• _Task item_
Write out the records once more, exactly, and keep any image out.
• • • • • • •
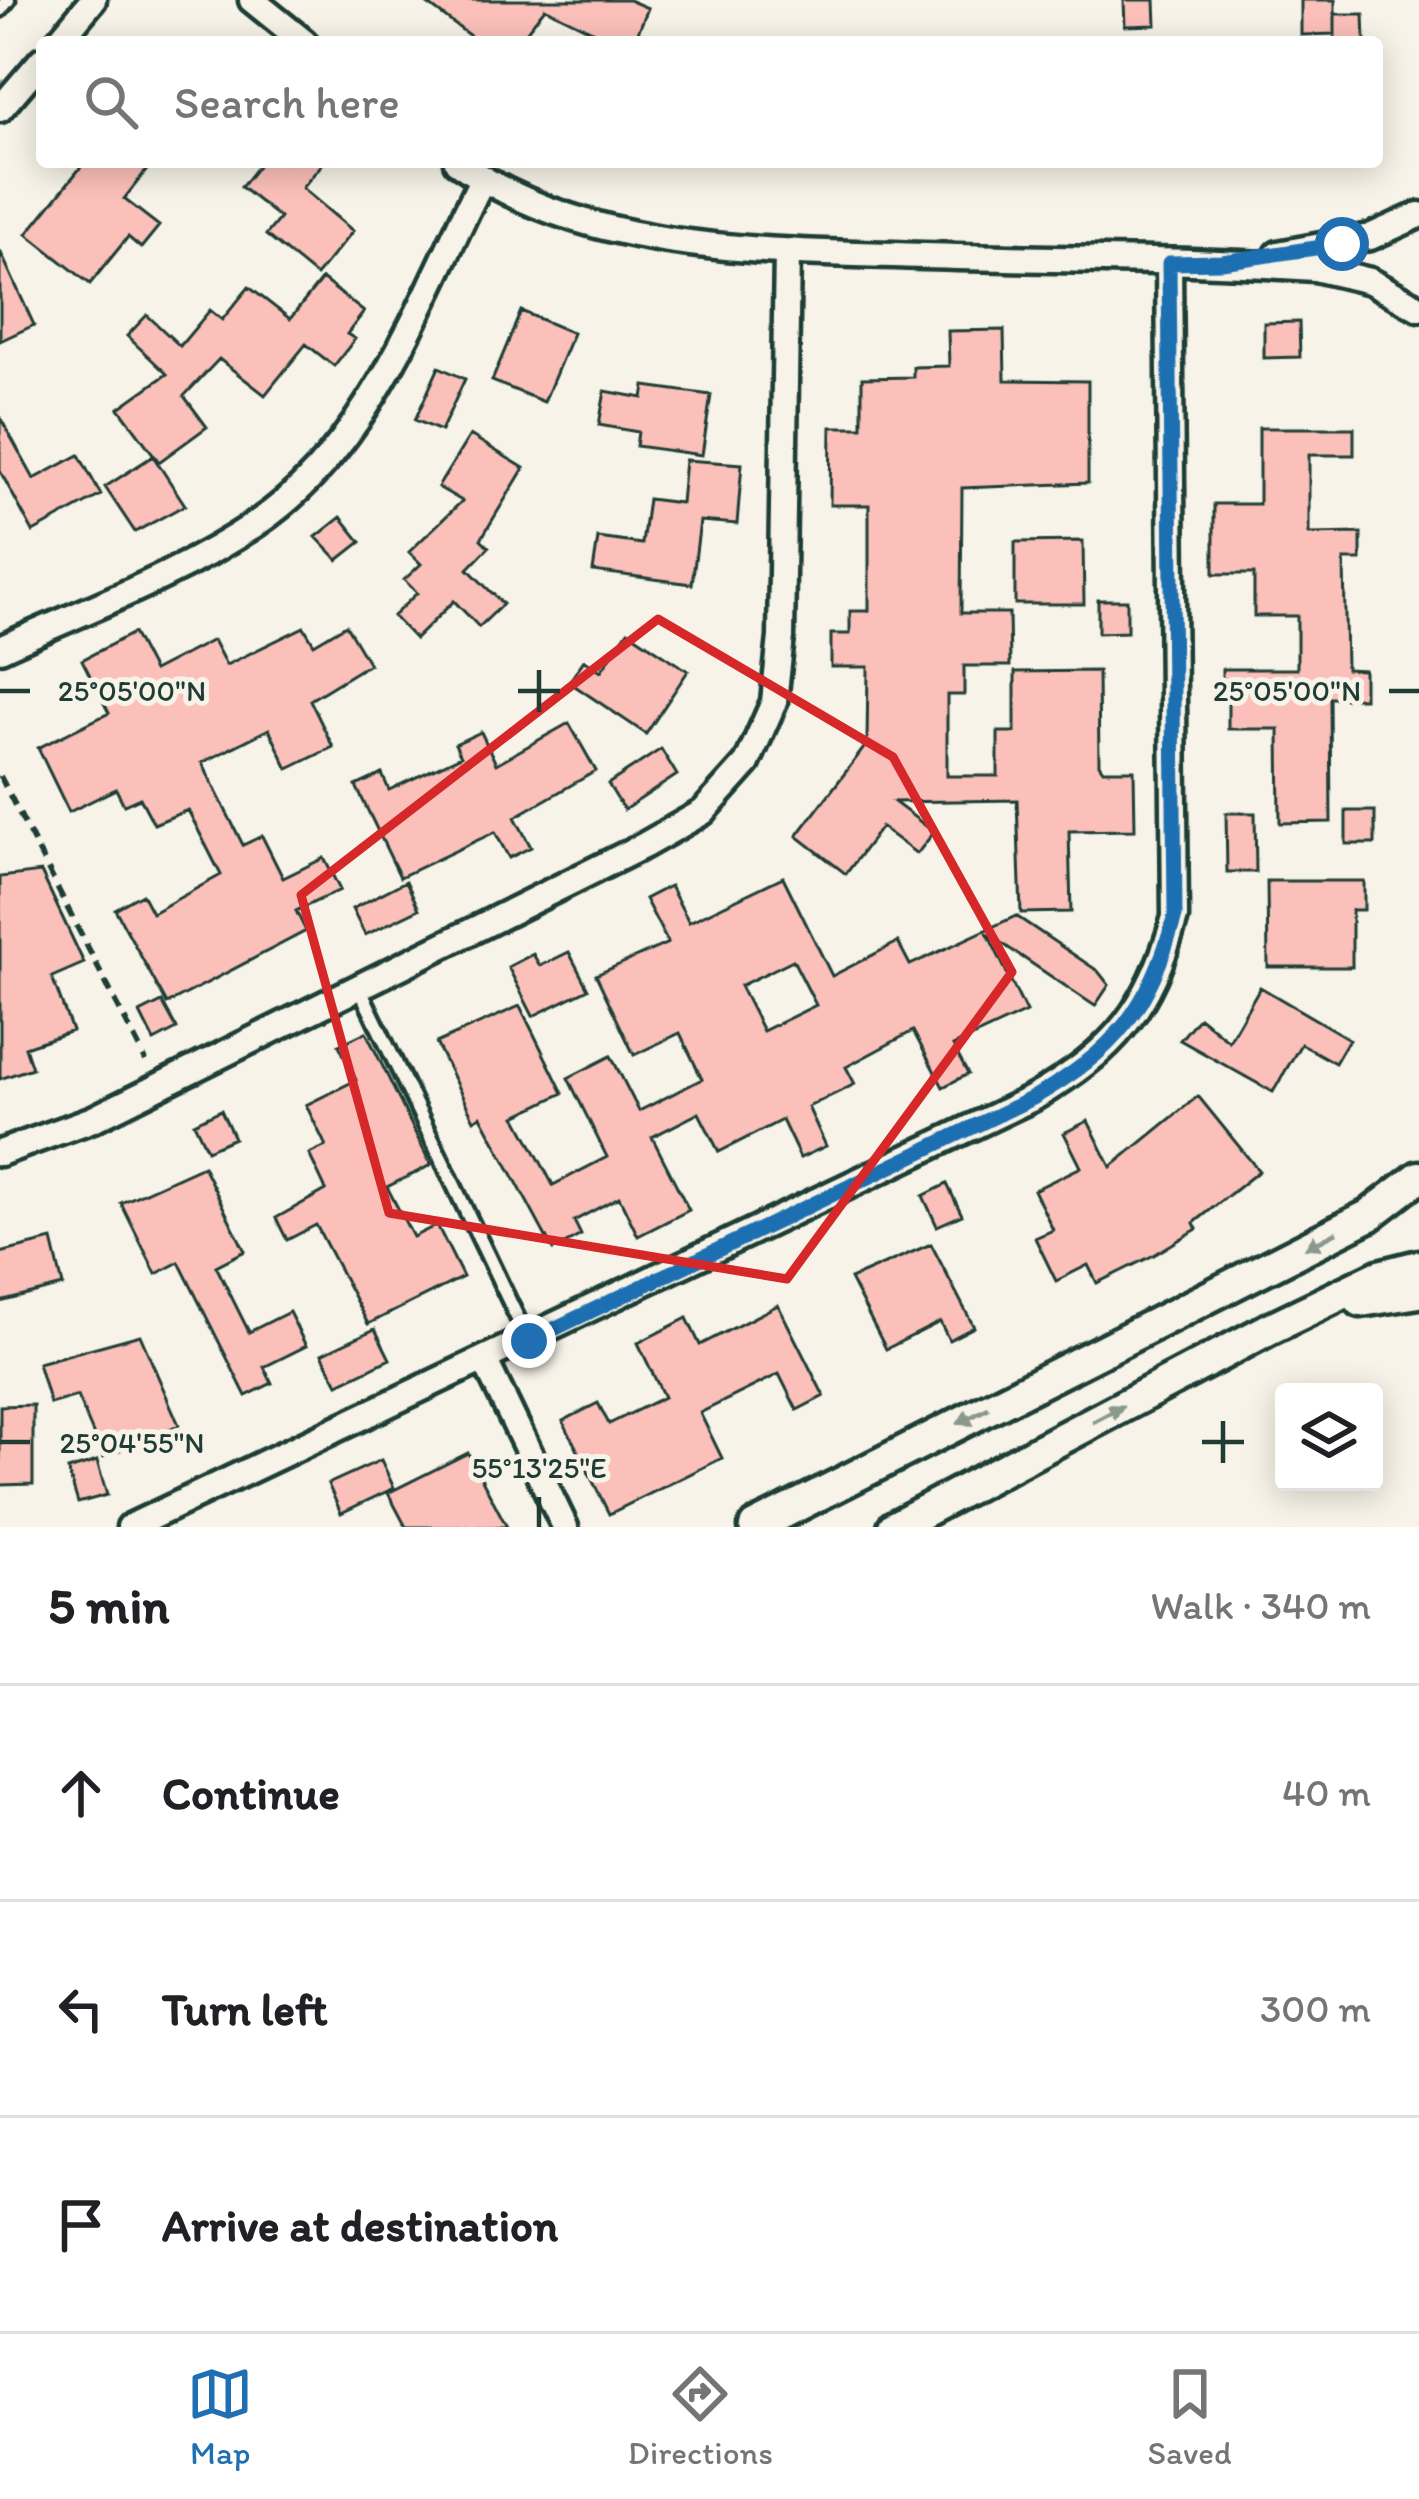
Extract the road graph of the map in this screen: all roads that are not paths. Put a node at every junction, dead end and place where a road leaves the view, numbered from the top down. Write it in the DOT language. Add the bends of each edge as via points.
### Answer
graph roads {
  1 [pos="8,0"];
  2 [pos="93,0"];
  3 [pos="252,0"];
  4 [pos="0,10"];
  5 [pos="63,36"];
  6 [pos="297,36"];
  7 [pos="36,67"];
  8 [pos="2,104"];
  9 [pos="465,168"];
  10 [pos="482,180"];
  11 [pos="1419,215"];
  12 [pos="787,252"];
  13 [pos="1222,262"];
  14 [pos="1169,263"];
  15 [pos="1419,308"];
  16 [pos="0,650"];
  17 [pos="359,987"];
  18 [pos="0,1153"];
  19 [pos="1419,1178"];
  20 [pos="1419,1266"];
  21 [pos="1419,1292"];
  22 [pos="1269,1329"];
  23 [pos="529,1341"];
  24 [pos="485,1361"];
  25 [pos="130,1527"];
  26 [pos="565,1527"];
  27 [pos="755,1527"];
  28 [pos="893,1527"];
  1 -- 4 [label="lane"];
  2 -- 5 [label="street"];
  3 -- 6 [label="street"];
  7 -- 8 [label="street"];
  9 -- 10 [label="street"];
  10 -- 12 [label="street" via="631,232"];
  10 -- 16 [label="street" via="350,431 308,481 258,523 201,555"];
  11 -- 13 [label="street" via="1342,244"];
  12 -- 14 [label="street"];
  12 -- 17 [label="street" via="781,637 774,703 747,763 703,812"];
  13 -- 14 [label="street"];
  13 -- 15 [label="street" via="1341,273"];
  14 -- 23 [label="street" via="1177,856 1175,916 1159,974 1128,1026 1068,1078"];
  17 -- 18 [label="street" via="40,1143"];
  17 -- 23 [label="lane"];
  19 -- 27 [label="street, one-way" via="1368,1216"];
  20 -- 22 [label="street" via="1379,1276"];
  21 -- 22 [label="street"];
  28 -- 22 [label="street, one-way"];
  23 -- 24 [label="street"];
  24 -- 25 [label="street"];
  24 -- 26 [label="street"];
}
• • • • • • •
• _Finished task_
Extract the road graph of the map in this screen: all roads that are not paths. Put a node at every junction, dead end and place where a road leaves the view, numbered from the top down. Write it in the DOT language. Add the bends of each edge as via points.
### Answer
graph roads {
  1 [pos="8,0"];
  2 [pos="93,0"];
  3 [pos="252,0"];
  4 [pos="0,10"];
  5 [pos="63,36"];
  6 [pos="297,36"];
  7 [pos="36,67"];
  8 [pos="2,104"];
  9 [pos="465,168"];
  10 [pos="482,180"];
  11 [pos="1419,215"];
  12 [pos="787,252"];
  13 [pos="1222,262"];
  14 [pos="1169,263"];
  15 [pos="1419,308"];
  16 [pos="0,650"];
  17 [pos="359,987"];
  18 [pos="0,1153"];
  19 [pos="1419,1178"];
  20 [pos="1419,1266"];
  21 [pos="1419,1292"];
  22 [pos="1269,1329"];
  23 [pos="529,1341"];
  24 [pos="485,1361"];
  25 [pos="130,1527"];
  26 [pos="565,1527"];
  27 [pos="755,1527"];
  28 [pos="893,1527"];
  1 -- 4 [label="lane"];
  2 -- 5 [label="street"];
  3 -- 6 [label="street"];
  7 -- 8 [label="street"];
  9 -- 10 [label="street"];
  10 -- 12 [label="street" via="631,232"];
  10 -- 16 [label="street" via="350,431 308,481 258,523 201,555"];
  11 -- 13 [label="street" via="1342,244"];
  12 -- 14 [label="street"];
  12 -- 17 [label="street" via="781,637 774,703 747,763 703,812"];
  13 -- 14 [label="street"];
  13 -- 15 [label="street" via="1341,273"];
  14 -- 23 [label="street" via="1177,856 1175,916 1159,974 1128,1026 1068,1078"];
  17 -- 18 [label="street" via="40,1143"];
  17 -- 23 [label="lane"];
  19 -- 27 [label="street, one-way" via="1368,1216"];
  20 -- 22 [label="street" via="1379,1276"];
  21 -- 22 [label="street"];
  28 -- 22 [label="street, one-way"];
  23 -- 24 [label="street"];
  24 -- 25 [label="street"];
  24 -- 26 [label="street"];
}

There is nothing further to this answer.